Student will also research and write a paper
on an aspect of the BRI of his or her
choice.

SOSC
6030M 
Public Ethnography 
300:3 
This course introduces students to the theory
and practice of participant observation, with a
particular focus on using ethnographic research
for studying sociopolitical change in Hong
Kong. We begin by reading carefully and
critically two examples of ethnography: an urban
ethnography in the Chicago School tradition and
a comparative ethnography in the extended case
method tradition.
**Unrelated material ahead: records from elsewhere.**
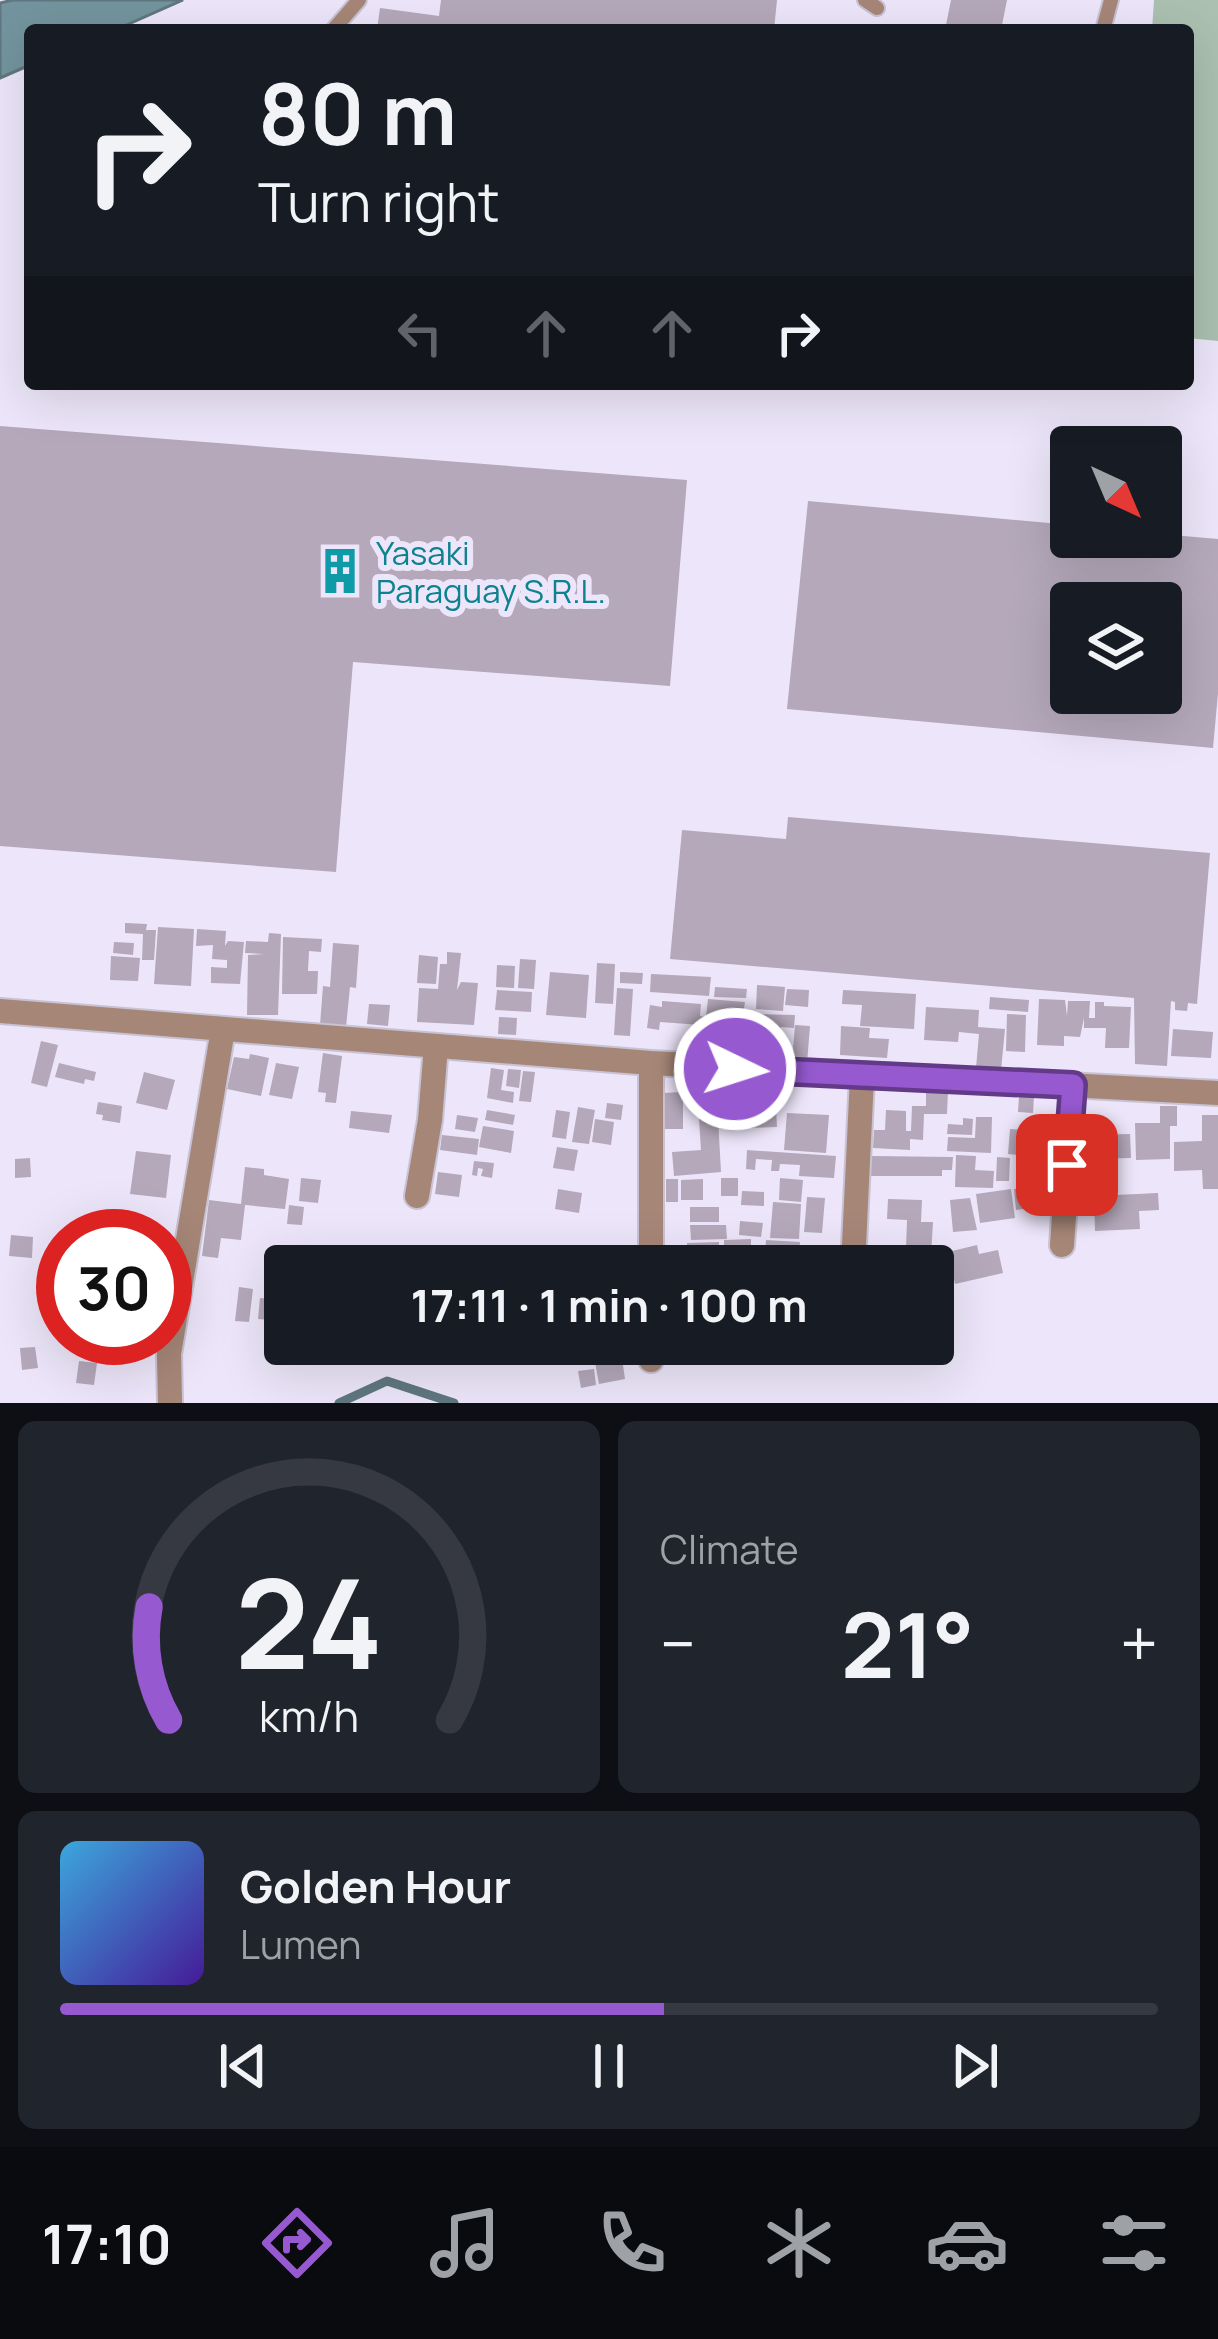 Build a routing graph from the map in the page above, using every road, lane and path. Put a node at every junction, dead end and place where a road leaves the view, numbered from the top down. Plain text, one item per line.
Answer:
1 (359, 0) edge
2 (337, 24) edge
3 (1, 1019) edge
4 (223, 1029) junction
5 (436, 1046) junction
6 (651, 1063) junction
7 (862, 1077) junction
8 (1073, 1085) junction
9 (1218, 1093) edge
10 (417, 1196) dead end
11 (651, 1245) edge
12 (854, 1245) edge
13 (1062, 1245) dead end
14 (170, 1403) edge

1 - 2 lane
3 - 4 street
4 - 5 street
4 - 14 street
5 - 6 street
5 - 10 street
6 - 7 street
6 - 11 street
7 - 8 street
7 - 12 street
8 - 9 street
8 - 13 street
We will then discuss the
methodological and analytical strategies of
these two paradigms of ethnographic research.
Next, we examine the logic of formulating
research questions, sampling, casing,
comparison, intersubjectivity in interviews,
concept formation, theoretical construction,
ethical and political issues in doing
ethnographic fieldwork. For those continuing
with the second part of the course in the Spring
Semester, we will work together on ethnographic
projects related to public sociological issues
in Hong Kong. Along with extended immersion in
the field, we will learn to code, analyze,
conceptualize and theorize from and with the
data. The final product of the practicum is a
paper that students can submit to professional
journals for review and publication.